### WHAT YOU SHOULD DO
Having found the line that holds "index dip: (298, 229)", give that line and all lines after it again, word for word, through the end of the data below.

Pose estimation data:
^^^^^^^^^^^^^^^^

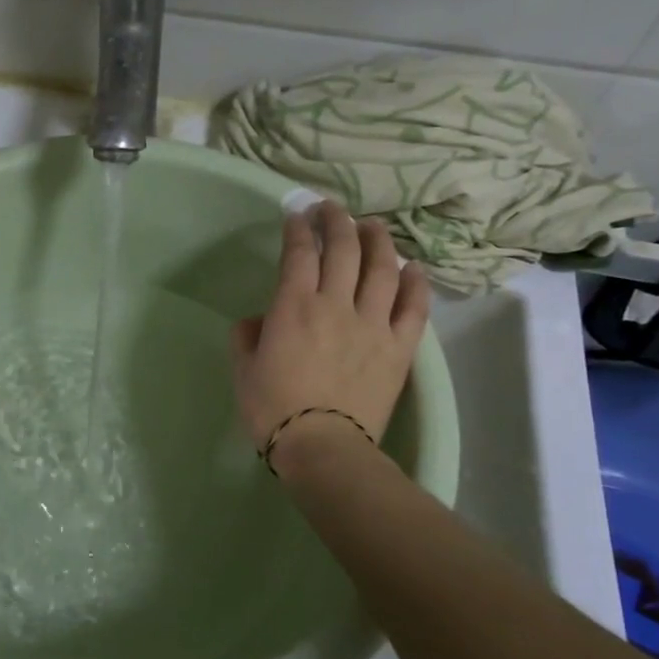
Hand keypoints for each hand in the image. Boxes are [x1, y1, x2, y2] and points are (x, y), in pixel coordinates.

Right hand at [230, 201, 430, 457]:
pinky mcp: (398, 347)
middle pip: (343, 250)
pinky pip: (413, 307)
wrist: (323, 448)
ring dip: (377, 241)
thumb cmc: (273, 410)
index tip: (297, 215)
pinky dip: (415, 283)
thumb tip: (258, 322)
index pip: (298, 253)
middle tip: (331, 210)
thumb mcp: (243, 371)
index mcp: (294, 307)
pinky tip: (412, 268)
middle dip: (336, 222)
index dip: (298, 229)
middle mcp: (336, 304)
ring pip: (381, 269)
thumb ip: (247, 337)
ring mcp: (372, 324)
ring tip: (372, 227)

^^^^^^^^^^^^^^^^

### TASK OUTPUT
index dip: (298, 229)
middle mcp: (336, 304)
ring pip: (381, 269)
thumb ip: (247, 337)
ring mcp: (372, 324)
ring tip: (372, 227)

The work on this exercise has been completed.